Would you please copy all of the data exactly, skipping the images?

* * *

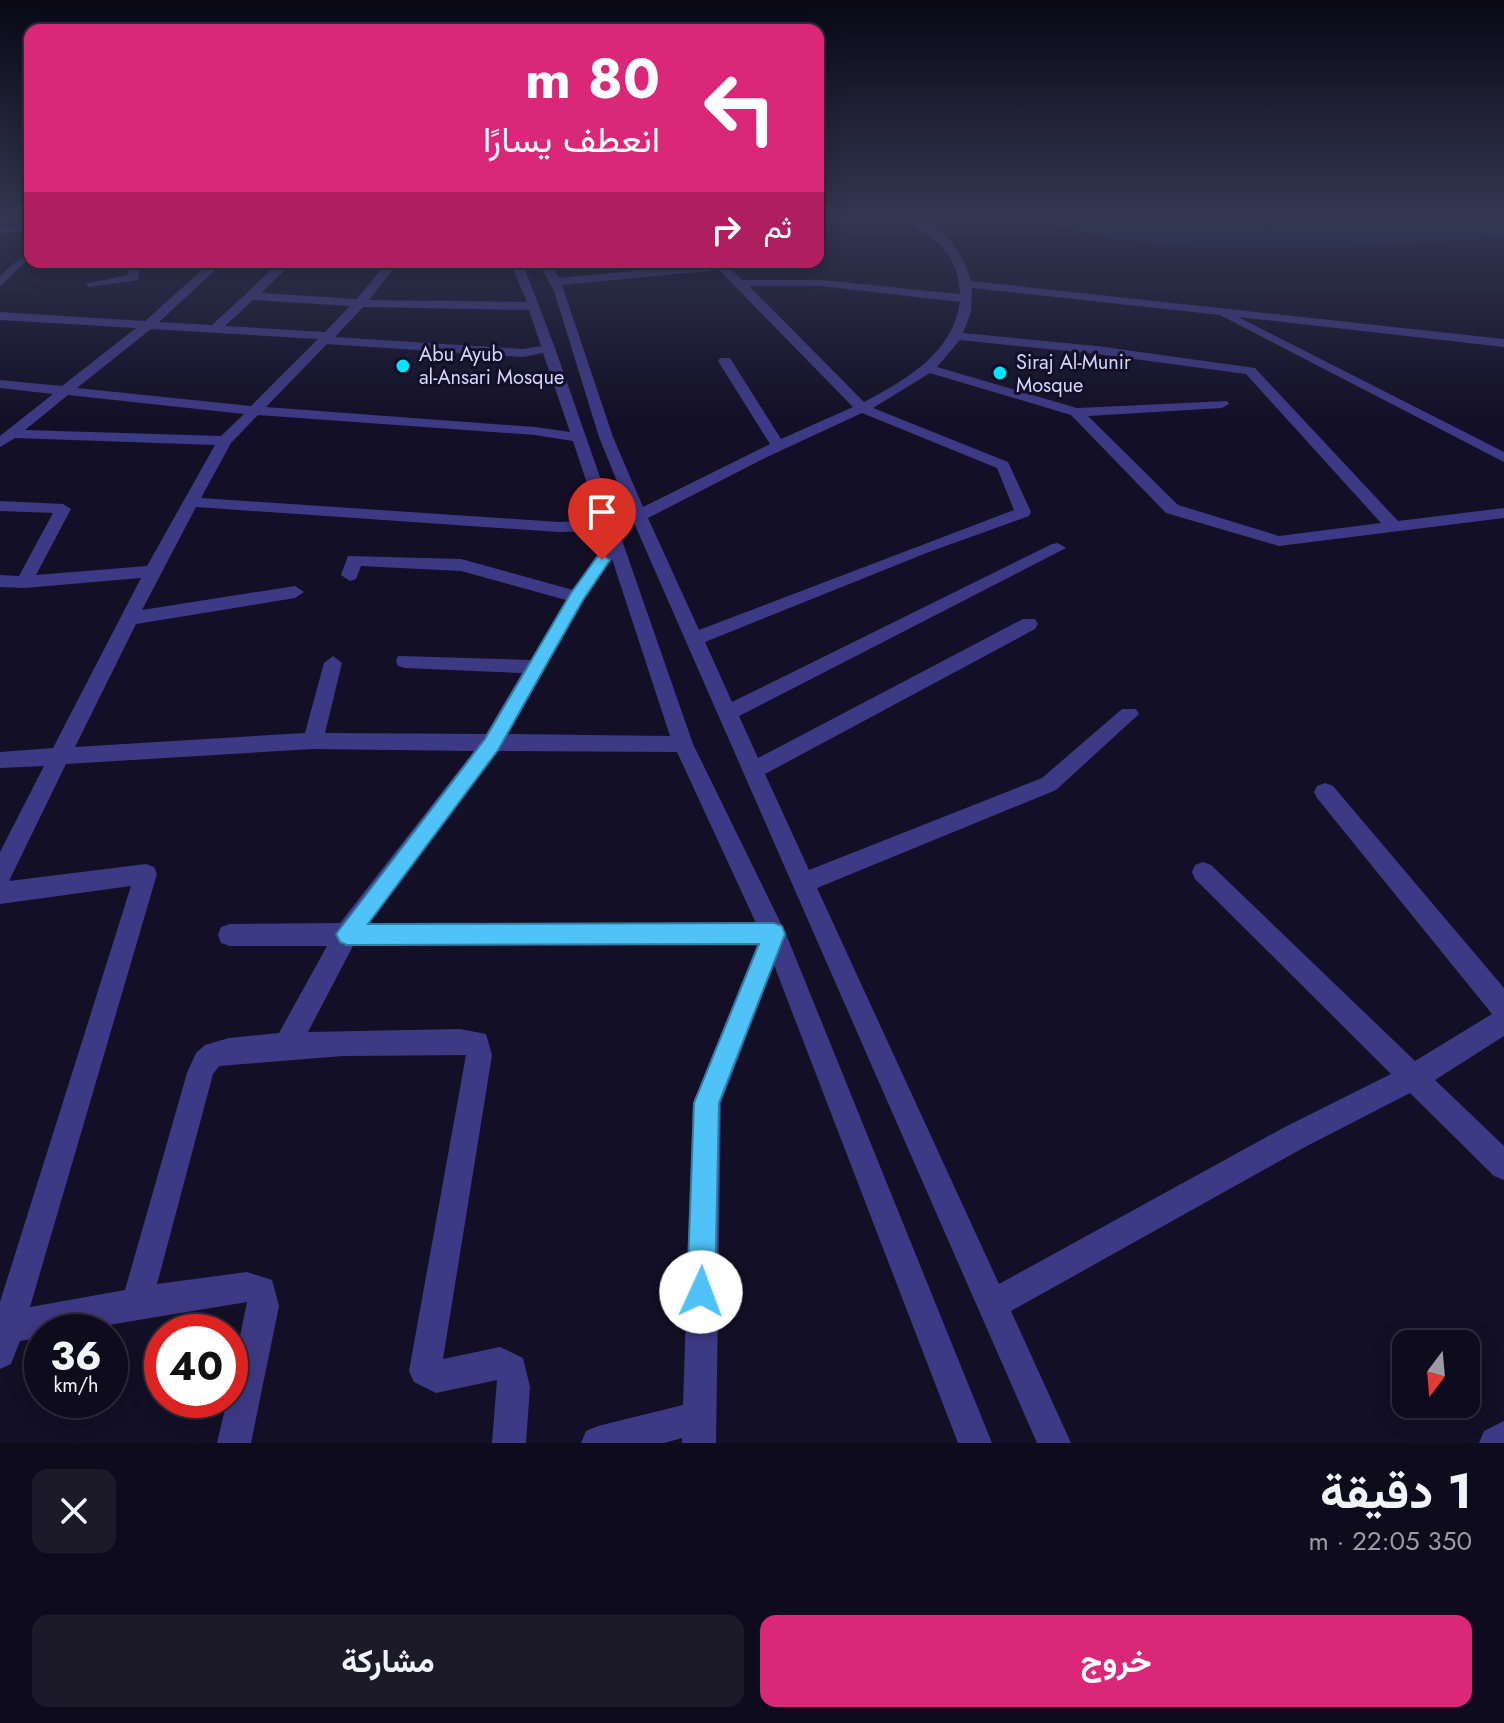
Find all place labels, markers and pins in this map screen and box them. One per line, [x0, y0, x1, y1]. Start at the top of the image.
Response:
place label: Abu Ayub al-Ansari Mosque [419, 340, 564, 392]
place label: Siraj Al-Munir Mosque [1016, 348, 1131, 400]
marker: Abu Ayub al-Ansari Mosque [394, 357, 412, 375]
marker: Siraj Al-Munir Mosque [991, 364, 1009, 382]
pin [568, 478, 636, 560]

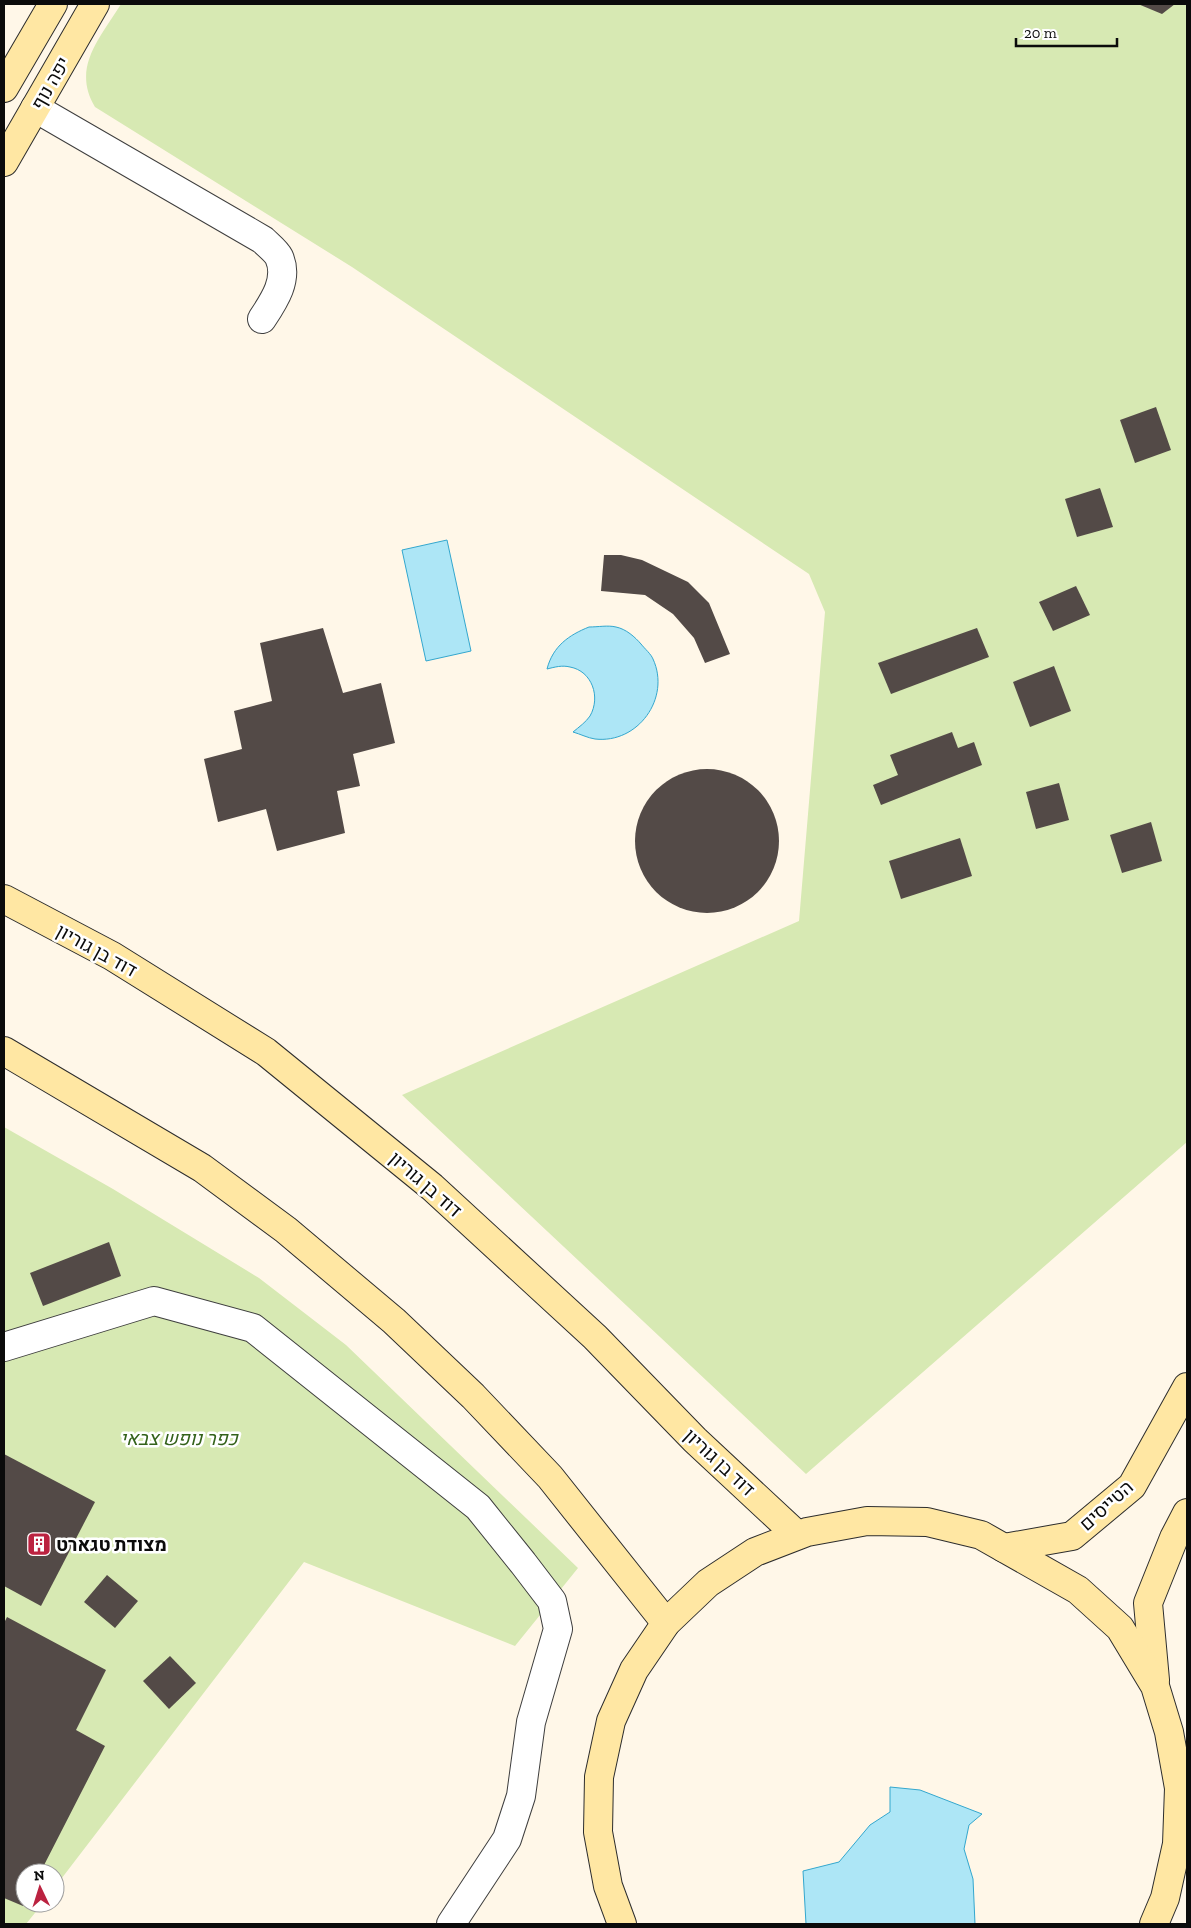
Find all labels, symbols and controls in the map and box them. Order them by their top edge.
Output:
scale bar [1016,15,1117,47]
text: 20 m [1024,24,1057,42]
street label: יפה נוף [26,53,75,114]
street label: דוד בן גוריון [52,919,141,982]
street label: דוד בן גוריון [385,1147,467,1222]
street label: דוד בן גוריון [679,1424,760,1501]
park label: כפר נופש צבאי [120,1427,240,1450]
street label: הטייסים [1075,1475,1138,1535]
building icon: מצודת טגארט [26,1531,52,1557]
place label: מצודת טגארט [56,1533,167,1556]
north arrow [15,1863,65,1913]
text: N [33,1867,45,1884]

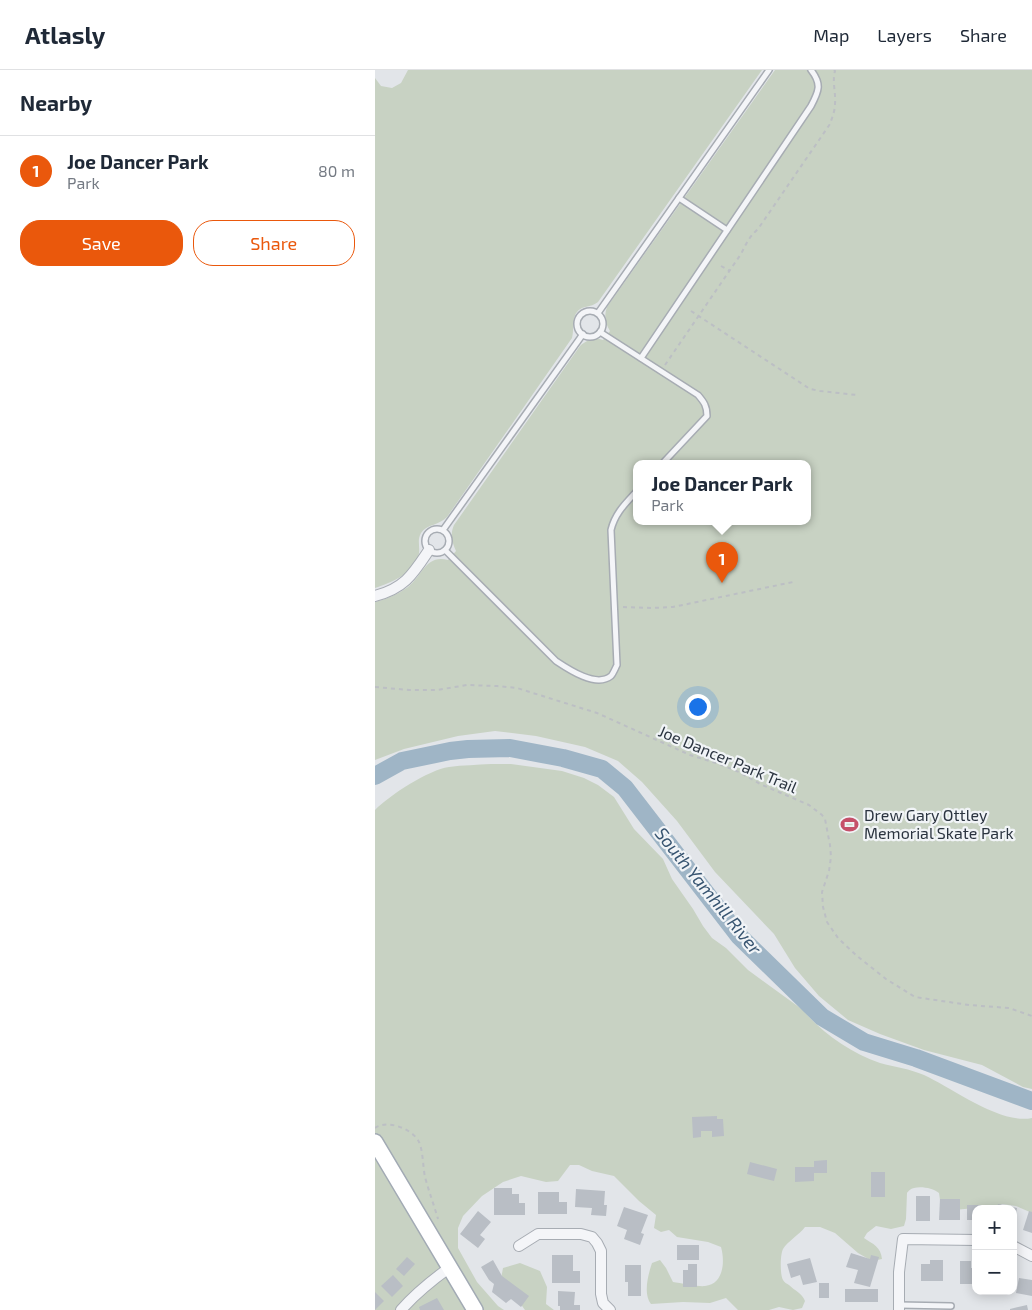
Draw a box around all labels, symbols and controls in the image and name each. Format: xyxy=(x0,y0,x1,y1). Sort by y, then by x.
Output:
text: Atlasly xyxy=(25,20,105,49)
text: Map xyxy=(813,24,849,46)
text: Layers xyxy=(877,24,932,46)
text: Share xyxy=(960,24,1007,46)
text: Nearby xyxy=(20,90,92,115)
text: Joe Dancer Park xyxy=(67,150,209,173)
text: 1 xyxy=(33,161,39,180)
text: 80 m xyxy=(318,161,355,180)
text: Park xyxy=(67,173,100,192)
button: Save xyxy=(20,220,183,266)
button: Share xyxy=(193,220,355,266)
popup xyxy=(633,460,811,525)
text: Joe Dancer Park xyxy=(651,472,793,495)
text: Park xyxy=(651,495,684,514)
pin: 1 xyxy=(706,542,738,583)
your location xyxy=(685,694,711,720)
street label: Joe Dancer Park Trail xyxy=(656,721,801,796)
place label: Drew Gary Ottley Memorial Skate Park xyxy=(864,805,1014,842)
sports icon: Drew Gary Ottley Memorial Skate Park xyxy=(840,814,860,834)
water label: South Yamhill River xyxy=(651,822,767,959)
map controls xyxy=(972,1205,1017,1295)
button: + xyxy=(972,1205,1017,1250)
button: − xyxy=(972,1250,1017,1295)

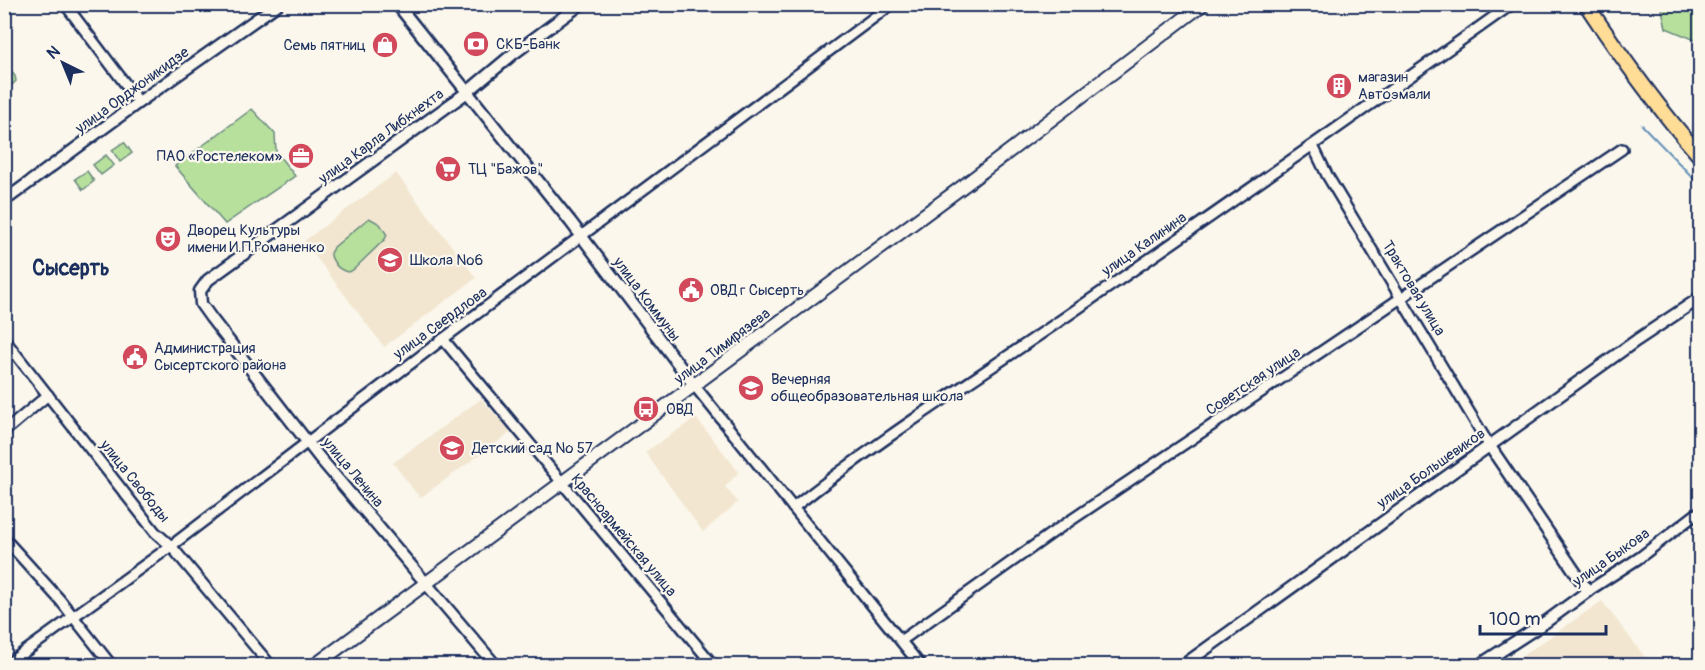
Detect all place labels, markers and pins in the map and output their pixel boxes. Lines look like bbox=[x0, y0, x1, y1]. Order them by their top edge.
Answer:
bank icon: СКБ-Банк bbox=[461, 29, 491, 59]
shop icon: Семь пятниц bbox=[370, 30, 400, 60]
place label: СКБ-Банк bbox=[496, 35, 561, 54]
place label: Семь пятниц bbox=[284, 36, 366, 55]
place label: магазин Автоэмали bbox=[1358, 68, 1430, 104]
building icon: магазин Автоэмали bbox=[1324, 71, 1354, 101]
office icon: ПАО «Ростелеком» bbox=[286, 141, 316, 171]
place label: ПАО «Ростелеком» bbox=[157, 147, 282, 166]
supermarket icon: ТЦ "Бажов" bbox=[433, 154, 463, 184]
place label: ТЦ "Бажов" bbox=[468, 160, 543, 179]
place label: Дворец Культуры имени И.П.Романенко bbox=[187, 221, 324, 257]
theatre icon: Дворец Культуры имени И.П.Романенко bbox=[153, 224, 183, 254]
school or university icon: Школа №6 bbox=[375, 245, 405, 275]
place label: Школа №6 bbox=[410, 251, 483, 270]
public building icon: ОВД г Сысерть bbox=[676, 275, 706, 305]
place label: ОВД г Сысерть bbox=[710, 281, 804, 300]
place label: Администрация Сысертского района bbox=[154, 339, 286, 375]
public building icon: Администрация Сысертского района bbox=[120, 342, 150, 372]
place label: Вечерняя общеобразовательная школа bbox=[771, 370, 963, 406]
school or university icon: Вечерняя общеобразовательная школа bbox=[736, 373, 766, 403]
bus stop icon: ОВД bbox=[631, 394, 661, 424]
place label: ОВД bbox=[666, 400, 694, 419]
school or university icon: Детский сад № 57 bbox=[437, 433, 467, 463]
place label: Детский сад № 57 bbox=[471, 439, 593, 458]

* * *

:: Written response ::
Find all place labels, markers and pins in this map screen and box them. One per line, [x0, y0, x1, y1]. Start at the top of the image.
Response:
place label: Abu Ayub al-Ansari Mosque [419, 340, 564, 392]
place label: Siraj Al-Munir Mosque [1016, 348, 1131, 400]
marker: Abu Ayub al-Ansari Mosque [394, 357, 412, 375]
marker: Siraj Al-Munir Mosque [991, 364, 1009, 382]
pin [568, 478, 636, 560]

Find all labels, symbols and controls in the map and box them. Order them by their top edge.
Output:
scale bar [1016,15,1117,47]
text: 20 m [1024,24,1057,42]
street label: יפה נוף [26,53,75,114]
street label: דוד בן גוריון [52,919,141,982]
street label: דוד בן גוריון [385,1147,467,1222]
street label: דוד בן גוריון [679,1424,760,1501]
park label: כפר נופש צבאי [120,1427,240,1450]
street label: הטייסים [1075,1475,1138,1535]
building icon: מצודת טגארט [26,1531,52,1557]
place label: מצודת טגארט [56,1533,167,1556]
north arrow [15,1863,65,1913]
text: N [33,1867,45,1884]

Draw a box around all labels, symbols and controls in the image and name each. Format: xyxy=(x0,y0,x1,y1). Sort by y, then by x.
Output:
text: Atlasly xyxy=(25,20,105,49)
text: Map xyxy=(813,24,849,46)
text: Layers xyxy=(877,24,932,46)
text: Share xyxy=(960,24,1007,46)
text: Nearby xyxy=(20,90,92,115)
text: Joe Dancer Park xyxy=(67,150,209,173)
text: 1 xyxy=(33,161,39,180)
text: 80 m xyxy=(318,161,355,180)
text: Park xyxy=(67,173,100,192)
button: Save xyxy=(20,220,183,266)
button: Share xyxy=(193,220,355,266)
popup xyxy=(633,460,811,525)
text: Joe Dancer Park xyxy=(651,472,793,495)
text: Park xyxy=(651,495,684,514)
pin: 1 xyxy=(706,542,738,583)
your location xyxy=(685,694,711,720)
street label: Joe Dancer Park Trail xyxy=(656,721,801,796)
place label: Drew Gary Ottley Memorial Skate Park xyxy=(864,805,1014,842)
sports icon: Drew Gary Ottley Memorial Skate Park xyxy=(840,814,860,834)
water label: South Yamhill River xyxy=(651,822,767,959)
map controls xyxy=(972,1205,1017,1295)
button: + xyxy=(972,1205,1017,1250)
button: − xyxy=(972,1250,1017,1295)

Detect all place labels, markers and pins in the map and output their pixel boxes. Lines look like bbox=[x0, y0, x1, y1]. Order them by their top edge.
Answer:
bank icon: СКБ-Банк bbox=[461, 29, 491, 59]
shop icon: Семь пятниц bbox=[370, 30, 400, 60]
place label: СКБ-Банк bbox=[496, 35, 561, 54]
place label: Семь пятниц bbox=[284, 36, 366, 55]
place label: магазин Автоэмали bbox=[1358, 68, 1430, 104]
building icon: магазин Автоэмали bbox=[1324, 71, 1354, 101]
office icon: ПАО «Ростелеком» bbox=[286, 141, 316, 171]
place label: ПАО «Ростелеком» bbox=[157, 147, 282, 166]
supermarket icon: ТЦ "Бажов" bbox=[433, 154, 463, 184]
place label: ТЦ "Бажов" bbox=[468, 160, 543, 179]
place label: Дворец Культуры имени И.П.Романенко bbox=[187, 221, 324, 257]
theatre icon: Дворец Культуры имени И.П.Романенко bbox=[153, 224, 183, 254]
school or university icon: Школа №6 bbox=[375, 245, 405, 275]
place label: Школа №6 bbox=[410, 251, 483, 270]
public building icon: ОВД г Сысерть bbox=[676, 275, 706, 305]
place label: ОВД г Сысерть bbox=[710, 281, 804, 300]
place label: Администрация Сысертского района bbox=[154, 339, 286, 375]
public building icon: Администрация Сысертского района bbox=[120, 342, 150, 372]
place label: Вечерняя общеобразовательная школа bbox=[771, 370, 963, 406]
school or university icon: Вечерняя общеобразовательная школа bbox=[736, 373, 766, 403]
bus stop icon: ОВД bbox=[631, 394, 661, 424]
place label: ОВД bbox=[666, 400, 694, 419]
school or university icon: Детский сад № 57 bbox=[437, 433, 467, 463]
place label: Детский сад № 57 bbox=[471, 439, 593, 458]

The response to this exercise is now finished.